For a simpler explanation jump to the last line.

This is exactly same as the number of ways where we first select the "to-be-picked-up" $31$ balls and then place the stick in anywhere between the first and the second leftmost selected ball.

We will break this into two cases:

(1) The stick is immediately after the leftmost ball. Then the number of ways is ${99\choose 31}$.

(2) The stick is at least one ball after the leftmost ball. Then this problem is the same as if "the ball immediately right to the leftmost ball does not exist". Or in other words, the number of ways is same as if we only had $98$ balls to start with.

We will again break the case (2) into two similar cases and continue the similar analysis, which resulted in a chain

$${99\choose 31} + {98\choose 31} + {97\choose 31} + ... + {31\choose 31}$$

Note that case (2) becomes empty at the last step so the analysis won't continue forever.
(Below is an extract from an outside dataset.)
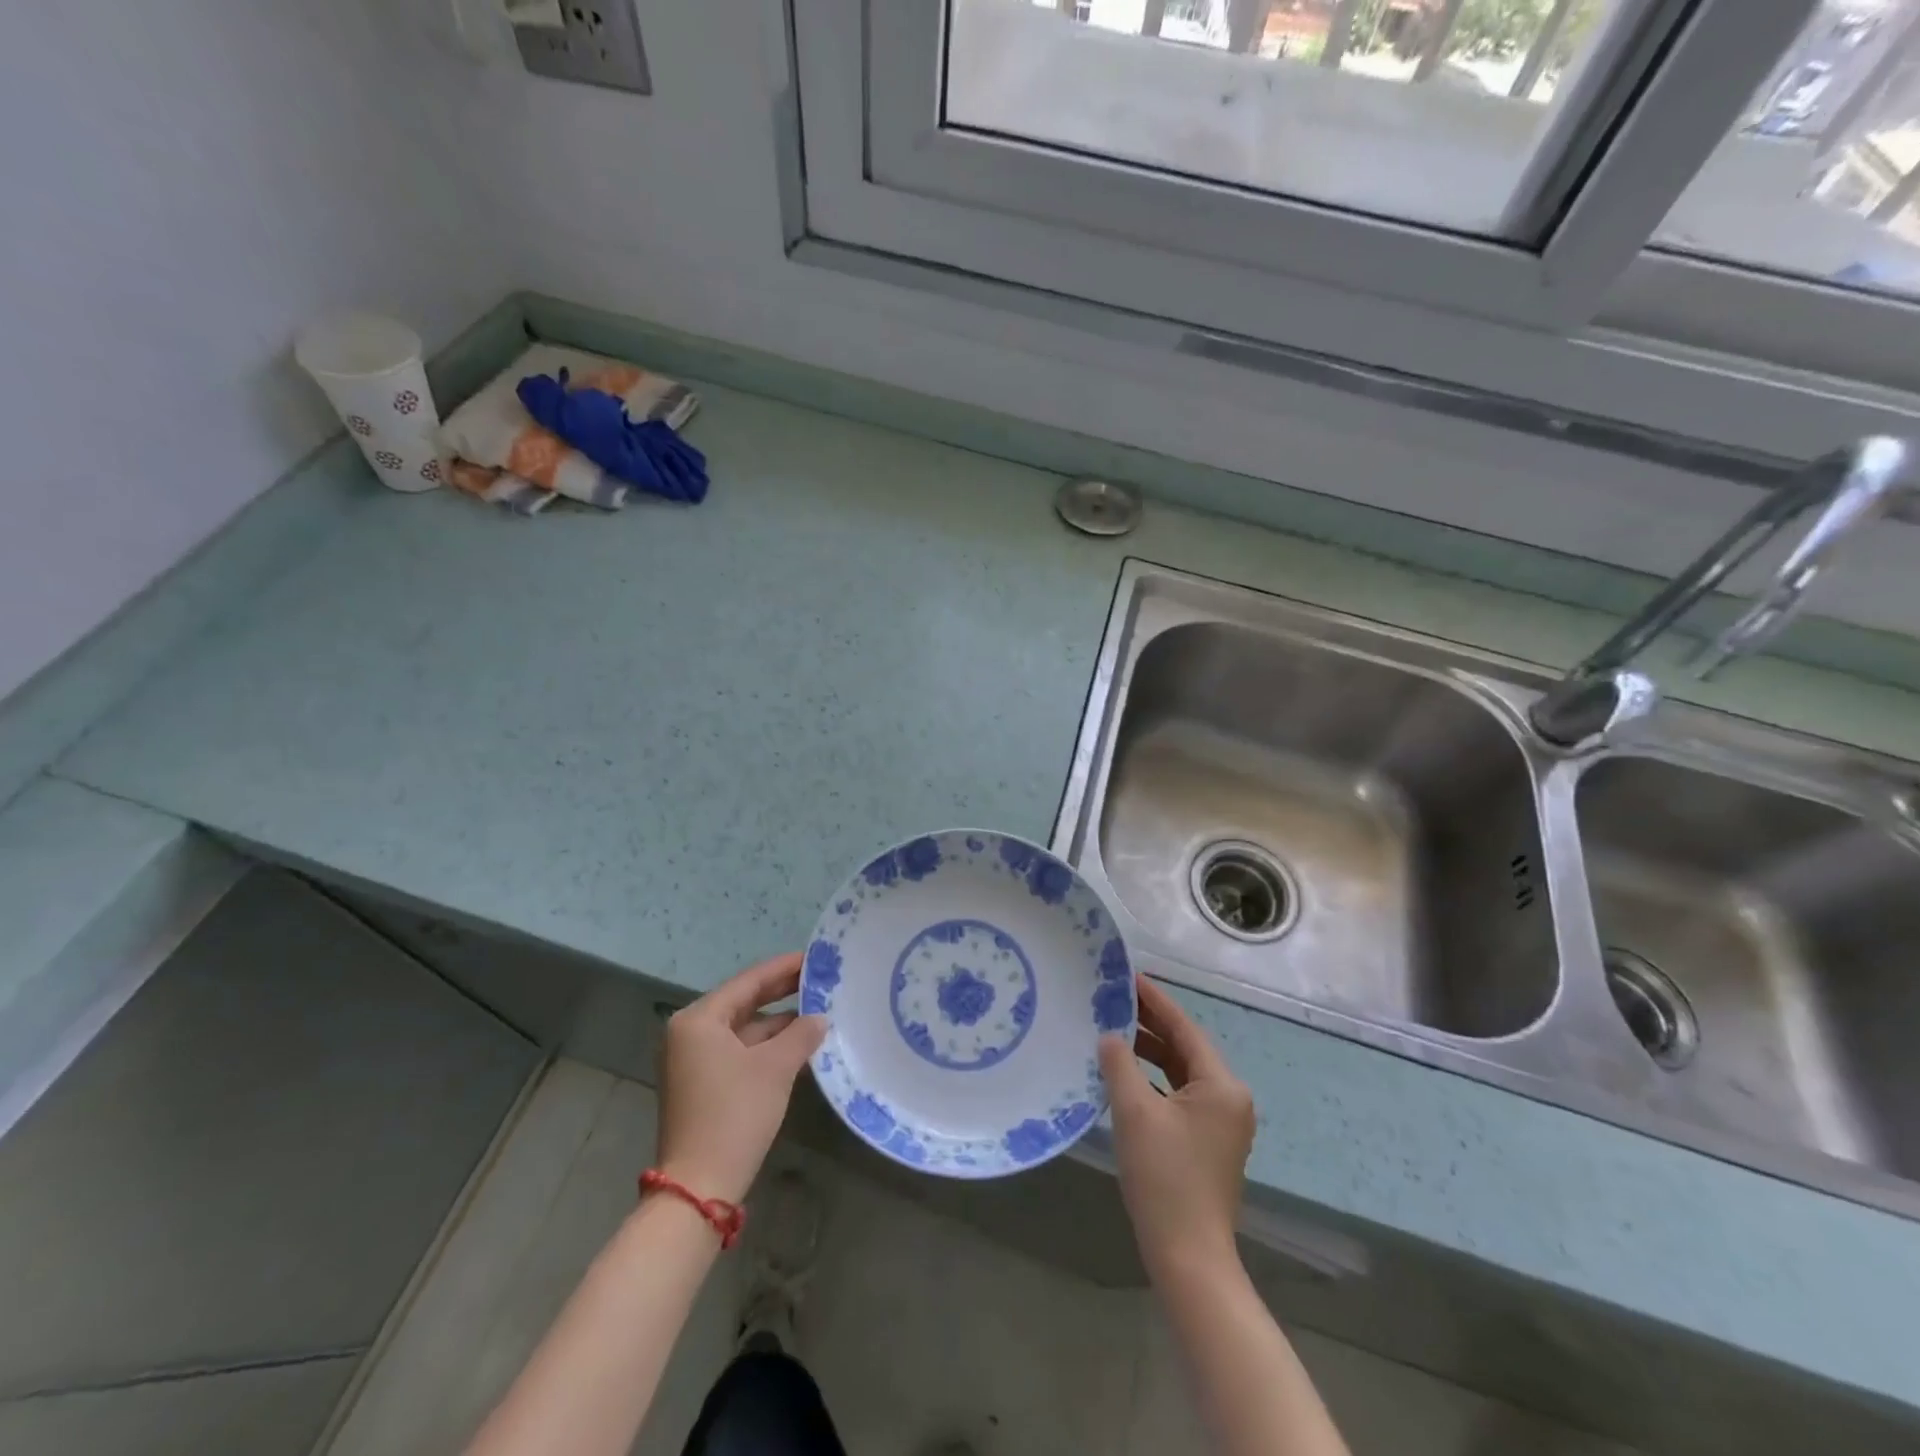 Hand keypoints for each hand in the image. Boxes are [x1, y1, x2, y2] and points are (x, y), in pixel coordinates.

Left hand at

Now evaluation time, note that

$${31\choose 31}+{32\choose 31}=33={33\choose 32}$$

$${33\choose 32}+{33\choose 31}={34\choose 32}$$

$${34\choose 32}+{34\choose 31} = {35\choose 32}$$

$$...$$

So at last this becomes $${99\choose 32}+{99\choose 31}={100\choose 32}$$

There is actually a even simpler explanation:

This is exactly same as the number of ways where we have $100$ balls to start with and we select $32$ balls and convert the second leftmost selected ball into a stick.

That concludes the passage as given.